When I was born, From all the seas of strength Fate filled a chalice, Saying, This be thy portion, child; this chalice, Less than a lily's, thou shalt daily draw From my great arteries; nor less, nor more. All substances the cunning chemist Time Melts down into that liquor of my life, Friends, foes, joys, fortunes, beauty, and disgust, And whether I am angry or content, Indebted or insulted, loved or hurt, All he distils into sidereal wine, And brims my little cup; heedless, alas! Of all he sheds how little it will hold, How much runs over on the desert sands. If a new muse draw me with splendid ray, And I uplift myself into her heaven, The needs of the first sight absorb my blood, And all the following hours of the day Drag a ridiculous age.

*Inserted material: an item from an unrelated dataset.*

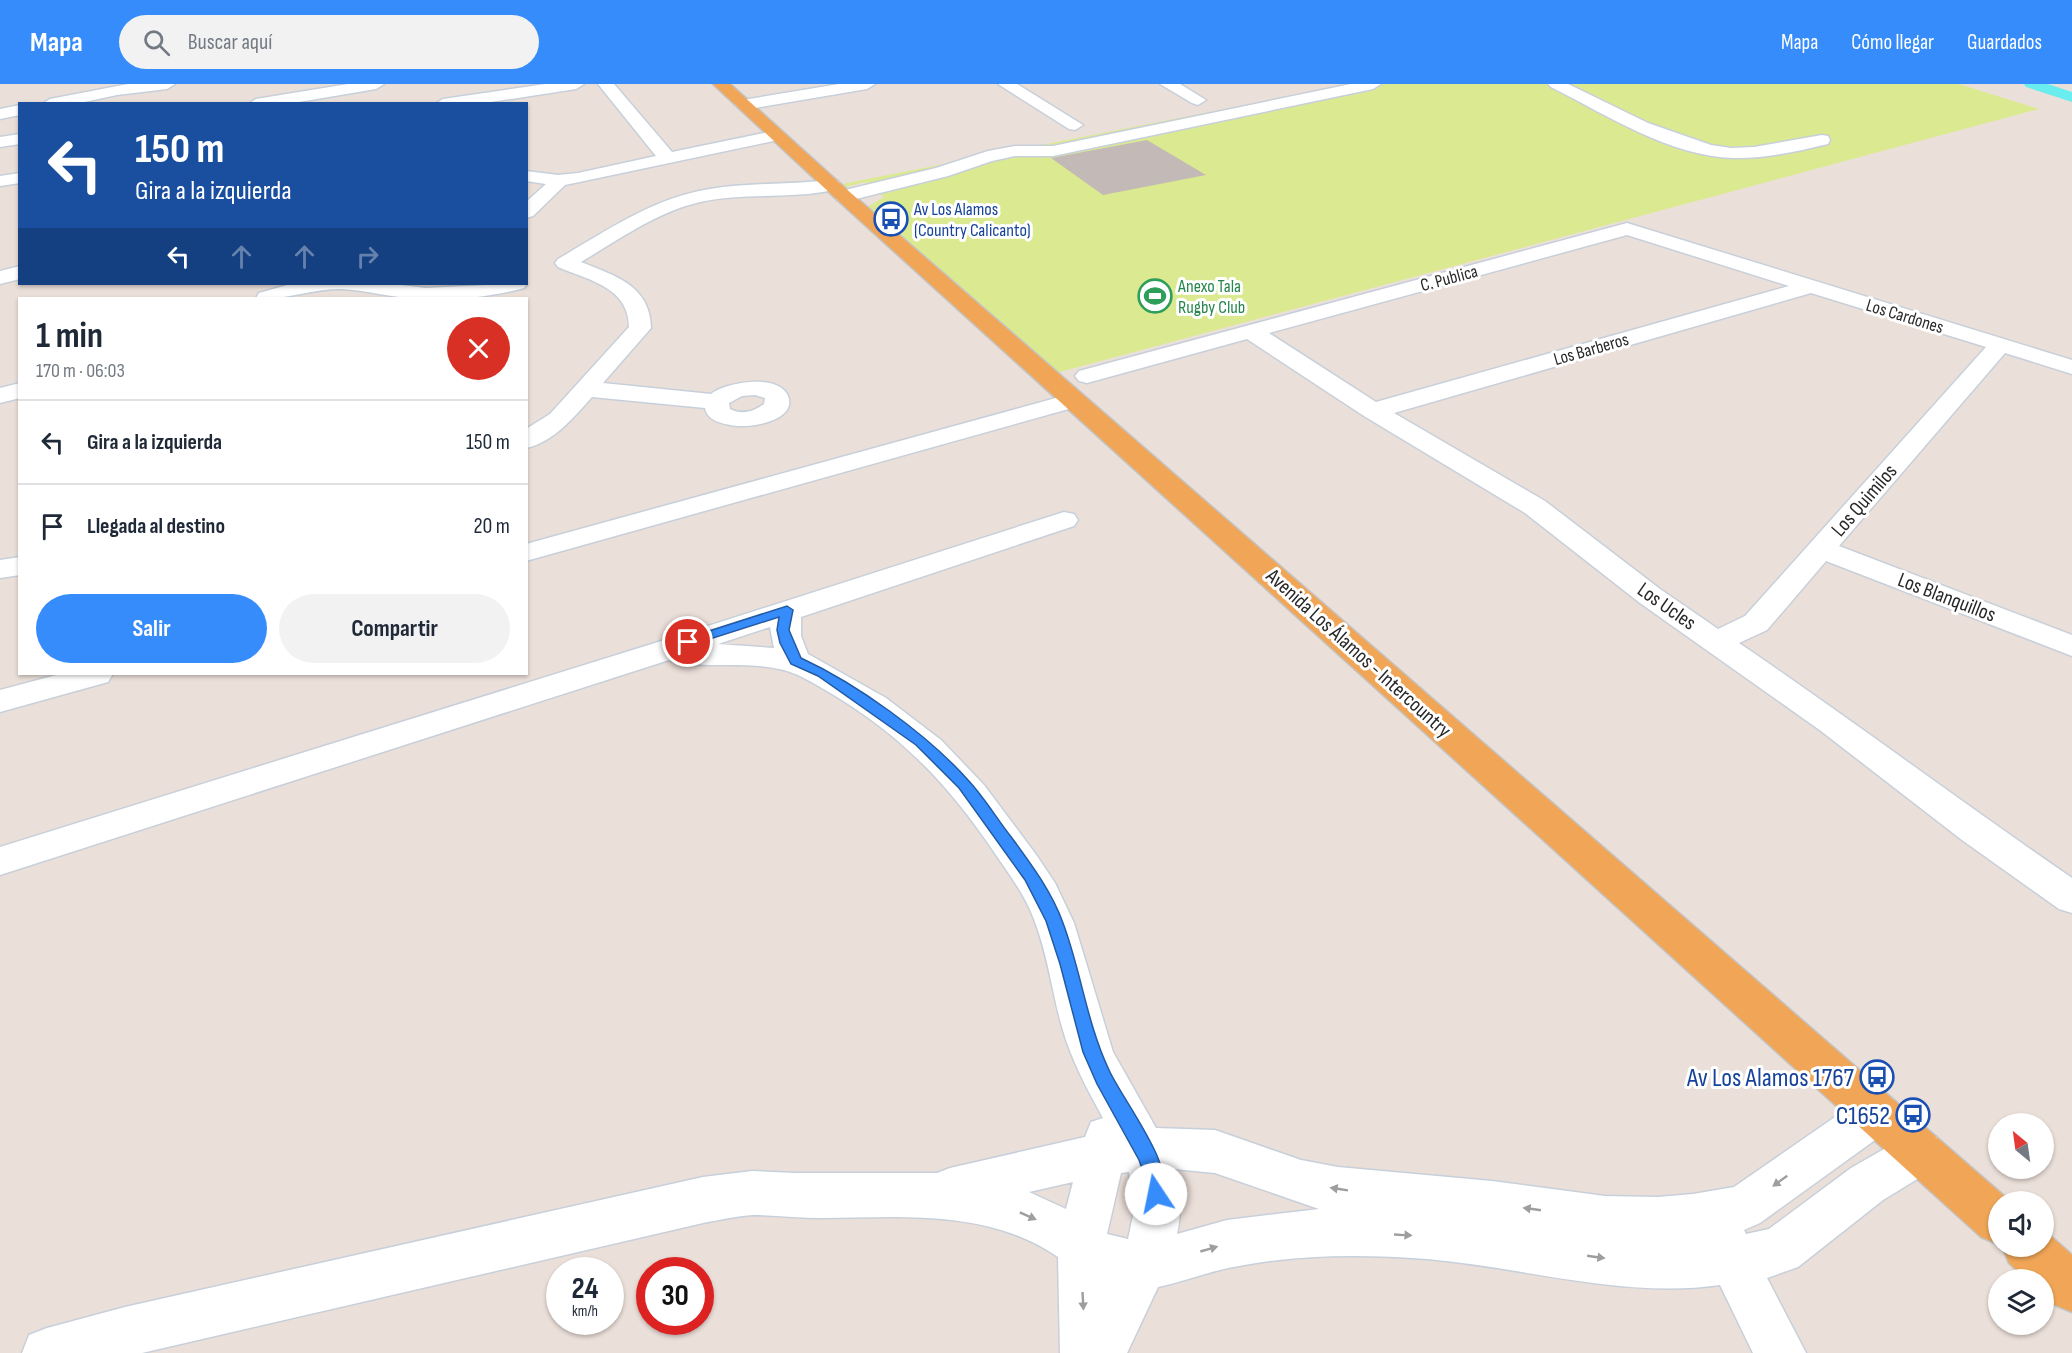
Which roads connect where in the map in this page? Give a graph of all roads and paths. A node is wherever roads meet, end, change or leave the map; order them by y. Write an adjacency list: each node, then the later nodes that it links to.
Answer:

To-day, when friends approach, and every hour Brings book or starbright scroll of genius, The tiny cup will hold not a bead more, And all the costly liquor runs to waste, Nor gives the jealous time one diamond drop So to be husbanded for poorer days. Why need I volumes, if one word suffice? Why need I galleries, when a pupil's draught After the master's sketch, fills and o'erfills My apprehension? Why should I roam, Who cannot circumnavigate the sea Of thoughts and things at home, but still adjourn The nearest matters to another moon? Why see new men Who have not understood the old?